Memorial Day (previously, but now seldom, called Decoration Day) is a federal holiday in the United States for honoring and mourning the military personnel who have died in the performance of their military duties while serving in the United States Armed Forces. The holiday is observed on the last Monday of May. The holiday was formerly observed on May 30 from 1868 to 1970.
Many people visit cemeteries and memorials on Memorial Day to honor and mourn those who died while serving in the U.S. Military. Many volunteers place an American flag on graves of military personnel in national cemeteries.

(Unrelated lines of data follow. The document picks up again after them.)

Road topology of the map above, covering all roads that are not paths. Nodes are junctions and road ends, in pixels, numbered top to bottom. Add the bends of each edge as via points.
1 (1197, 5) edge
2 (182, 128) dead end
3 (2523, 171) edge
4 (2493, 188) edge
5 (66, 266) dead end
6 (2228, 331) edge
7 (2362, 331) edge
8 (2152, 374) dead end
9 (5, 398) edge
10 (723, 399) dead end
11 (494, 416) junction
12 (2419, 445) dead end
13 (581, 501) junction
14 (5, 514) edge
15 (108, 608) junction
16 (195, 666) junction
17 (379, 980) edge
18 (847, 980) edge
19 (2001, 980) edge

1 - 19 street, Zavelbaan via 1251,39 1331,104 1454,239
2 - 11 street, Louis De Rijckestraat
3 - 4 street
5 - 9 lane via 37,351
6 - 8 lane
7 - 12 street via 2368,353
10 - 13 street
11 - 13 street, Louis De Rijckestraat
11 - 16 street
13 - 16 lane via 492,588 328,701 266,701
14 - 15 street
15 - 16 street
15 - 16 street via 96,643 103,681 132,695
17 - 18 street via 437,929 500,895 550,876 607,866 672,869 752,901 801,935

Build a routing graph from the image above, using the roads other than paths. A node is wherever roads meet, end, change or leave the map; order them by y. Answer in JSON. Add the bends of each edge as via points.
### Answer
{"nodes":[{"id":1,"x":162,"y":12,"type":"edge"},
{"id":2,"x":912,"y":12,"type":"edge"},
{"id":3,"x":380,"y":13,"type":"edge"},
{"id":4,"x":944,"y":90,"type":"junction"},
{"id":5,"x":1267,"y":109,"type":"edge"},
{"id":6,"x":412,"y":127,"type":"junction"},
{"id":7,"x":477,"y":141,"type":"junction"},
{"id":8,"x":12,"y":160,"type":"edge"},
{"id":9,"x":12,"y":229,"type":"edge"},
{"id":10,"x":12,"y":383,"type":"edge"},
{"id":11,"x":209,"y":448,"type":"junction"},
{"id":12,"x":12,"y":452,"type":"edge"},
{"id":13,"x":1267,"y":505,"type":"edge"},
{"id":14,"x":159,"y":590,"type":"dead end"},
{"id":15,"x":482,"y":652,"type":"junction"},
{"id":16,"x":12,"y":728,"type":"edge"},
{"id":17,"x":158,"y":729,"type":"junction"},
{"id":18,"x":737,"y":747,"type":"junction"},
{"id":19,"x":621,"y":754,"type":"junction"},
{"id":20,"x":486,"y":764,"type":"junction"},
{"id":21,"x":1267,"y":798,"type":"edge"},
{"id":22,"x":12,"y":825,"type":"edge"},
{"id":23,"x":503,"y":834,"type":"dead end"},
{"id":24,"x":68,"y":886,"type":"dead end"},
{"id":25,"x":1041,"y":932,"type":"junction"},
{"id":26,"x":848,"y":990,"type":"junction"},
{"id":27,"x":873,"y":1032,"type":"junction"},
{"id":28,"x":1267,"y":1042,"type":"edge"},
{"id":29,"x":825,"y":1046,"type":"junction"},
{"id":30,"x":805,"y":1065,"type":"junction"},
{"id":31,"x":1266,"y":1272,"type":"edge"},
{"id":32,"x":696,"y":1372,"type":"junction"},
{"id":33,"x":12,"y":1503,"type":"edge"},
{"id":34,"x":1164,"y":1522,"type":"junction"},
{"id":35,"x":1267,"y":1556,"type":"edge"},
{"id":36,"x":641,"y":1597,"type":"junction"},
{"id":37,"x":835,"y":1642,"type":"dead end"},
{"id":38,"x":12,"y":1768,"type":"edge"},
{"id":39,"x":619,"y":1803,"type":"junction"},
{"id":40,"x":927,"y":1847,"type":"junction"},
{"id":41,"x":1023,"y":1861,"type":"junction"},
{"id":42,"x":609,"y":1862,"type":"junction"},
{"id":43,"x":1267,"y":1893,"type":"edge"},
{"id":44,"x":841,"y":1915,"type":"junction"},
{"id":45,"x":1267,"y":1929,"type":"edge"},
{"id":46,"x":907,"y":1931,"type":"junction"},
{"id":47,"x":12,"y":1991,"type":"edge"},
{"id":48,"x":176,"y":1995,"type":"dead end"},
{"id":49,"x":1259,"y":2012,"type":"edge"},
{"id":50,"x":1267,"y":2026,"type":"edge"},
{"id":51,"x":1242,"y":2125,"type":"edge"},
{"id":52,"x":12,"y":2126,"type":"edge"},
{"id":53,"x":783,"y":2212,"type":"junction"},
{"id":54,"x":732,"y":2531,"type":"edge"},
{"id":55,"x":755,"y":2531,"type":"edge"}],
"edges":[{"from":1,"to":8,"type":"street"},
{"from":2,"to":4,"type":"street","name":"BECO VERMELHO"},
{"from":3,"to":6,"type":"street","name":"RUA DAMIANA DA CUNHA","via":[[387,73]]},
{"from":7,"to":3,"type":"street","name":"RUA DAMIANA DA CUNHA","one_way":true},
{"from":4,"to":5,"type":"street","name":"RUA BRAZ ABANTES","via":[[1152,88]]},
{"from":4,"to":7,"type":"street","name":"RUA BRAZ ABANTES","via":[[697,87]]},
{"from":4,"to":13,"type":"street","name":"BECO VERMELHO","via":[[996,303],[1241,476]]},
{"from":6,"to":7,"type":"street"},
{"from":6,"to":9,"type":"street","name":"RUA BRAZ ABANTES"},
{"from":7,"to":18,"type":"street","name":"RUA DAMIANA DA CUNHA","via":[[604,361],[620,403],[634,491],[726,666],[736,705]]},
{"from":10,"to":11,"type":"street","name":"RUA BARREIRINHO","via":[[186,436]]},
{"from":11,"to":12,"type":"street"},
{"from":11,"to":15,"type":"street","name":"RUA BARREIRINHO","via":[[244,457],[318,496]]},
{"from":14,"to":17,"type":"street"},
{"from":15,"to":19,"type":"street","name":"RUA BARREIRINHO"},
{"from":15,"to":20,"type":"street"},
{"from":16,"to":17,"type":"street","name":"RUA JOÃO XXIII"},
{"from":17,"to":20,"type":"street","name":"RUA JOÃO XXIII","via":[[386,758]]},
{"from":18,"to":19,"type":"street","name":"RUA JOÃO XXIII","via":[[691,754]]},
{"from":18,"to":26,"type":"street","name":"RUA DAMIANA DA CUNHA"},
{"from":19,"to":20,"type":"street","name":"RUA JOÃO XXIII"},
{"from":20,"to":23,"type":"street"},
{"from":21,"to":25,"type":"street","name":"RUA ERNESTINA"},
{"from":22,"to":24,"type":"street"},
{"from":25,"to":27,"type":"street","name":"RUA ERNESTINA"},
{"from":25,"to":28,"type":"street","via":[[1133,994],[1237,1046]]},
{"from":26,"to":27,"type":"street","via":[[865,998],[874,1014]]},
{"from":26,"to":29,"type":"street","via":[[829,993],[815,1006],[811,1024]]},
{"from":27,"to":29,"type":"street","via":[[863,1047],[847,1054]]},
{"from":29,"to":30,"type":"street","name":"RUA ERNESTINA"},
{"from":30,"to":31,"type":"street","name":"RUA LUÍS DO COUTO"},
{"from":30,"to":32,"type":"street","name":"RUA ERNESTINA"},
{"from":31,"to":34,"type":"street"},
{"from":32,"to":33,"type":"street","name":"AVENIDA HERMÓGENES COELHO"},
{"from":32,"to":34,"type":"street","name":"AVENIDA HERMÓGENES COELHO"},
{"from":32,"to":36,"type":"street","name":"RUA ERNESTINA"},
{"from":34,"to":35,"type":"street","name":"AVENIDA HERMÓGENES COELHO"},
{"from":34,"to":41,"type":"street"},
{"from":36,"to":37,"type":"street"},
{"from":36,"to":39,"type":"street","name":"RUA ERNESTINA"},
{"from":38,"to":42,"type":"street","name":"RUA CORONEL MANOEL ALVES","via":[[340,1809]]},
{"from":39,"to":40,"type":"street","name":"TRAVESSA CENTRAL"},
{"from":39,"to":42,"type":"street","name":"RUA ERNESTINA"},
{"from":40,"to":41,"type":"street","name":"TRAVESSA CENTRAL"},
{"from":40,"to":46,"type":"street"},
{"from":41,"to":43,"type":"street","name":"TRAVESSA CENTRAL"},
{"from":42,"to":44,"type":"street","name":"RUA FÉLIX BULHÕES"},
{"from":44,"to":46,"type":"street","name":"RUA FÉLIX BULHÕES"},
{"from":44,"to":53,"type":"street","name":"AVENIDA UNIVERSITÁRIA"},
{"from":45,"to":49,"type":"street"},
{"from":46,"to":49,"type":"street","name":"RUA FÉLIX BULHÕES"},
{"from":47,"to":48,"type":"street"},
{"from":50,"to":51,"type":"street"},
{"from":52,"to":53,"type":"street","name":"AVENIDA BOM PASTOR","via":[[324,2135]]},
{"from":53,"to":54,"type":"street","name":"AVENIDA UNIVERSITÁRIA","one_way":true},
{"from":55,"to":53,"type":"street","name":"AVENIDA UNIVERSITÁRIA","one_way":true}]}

The history of Memorial Day in the United States is complex. The U.S. Department of Veterans’ Affairs recognizes that approximately 25 places claim to have originated the holiday. At Columbus [Georgia] State University there is a Center for Memorial Day Research, and the University of Mississippi incorporates a Center for Civil War Research that has also led research into Memorial Day’s origins. The practice of decorating soldiers’ graves with flowers is an ancient custom. Soldiers’ graves were decorated in the U.S. before and during the American Civil War. Many of the origination claims are myths, unsupported by evidence, while others are one-time cemetery dedications or funeral tributes. In 2014, one scholarly effort attempted to separate the myths and one-time events from the activities that actually led to the establishment of the federal holiday.
According to the United States Library of Congress website, “Southern women decorated the graves of soldiers even before the Civil War’s end. Records show that by 1865, Mississippi, Virginia, and South Carolina all had precedents for Memorial Day.” The earliest Southern Memorial Day celebrations were simple, somber occasions for veterans and their families to honor the dead and tend to local cemeteries. In following years, the Ladies’ Memorial Association and other groups increasingly focused rituals on preserving Confederate Culture and the Lost Cause of the Confederacy narrative.
— Wikipedia
Today is a day for remembering those who paid the ultimate price for our freedom. To many, this is a time of happiness and outside barbecues, pool openings, and the first trip to the beach to play in the ocean. This Memorial Day we ask that you take a minute and remember those that paid for our freedoms with the ultimate price.
We at DMVG remember. We will never forget.
Personally, I remember well a time I spent at Auschwitz for Memorial Day. It wasn’t planned nor was it a bucket list item for me. Rather it was a coincidence that I found myself in that part of the world with a group of adventurous people who wanted to do the visit, all for our own personal reasons. To say it was a deeply moving experience would be an understatement.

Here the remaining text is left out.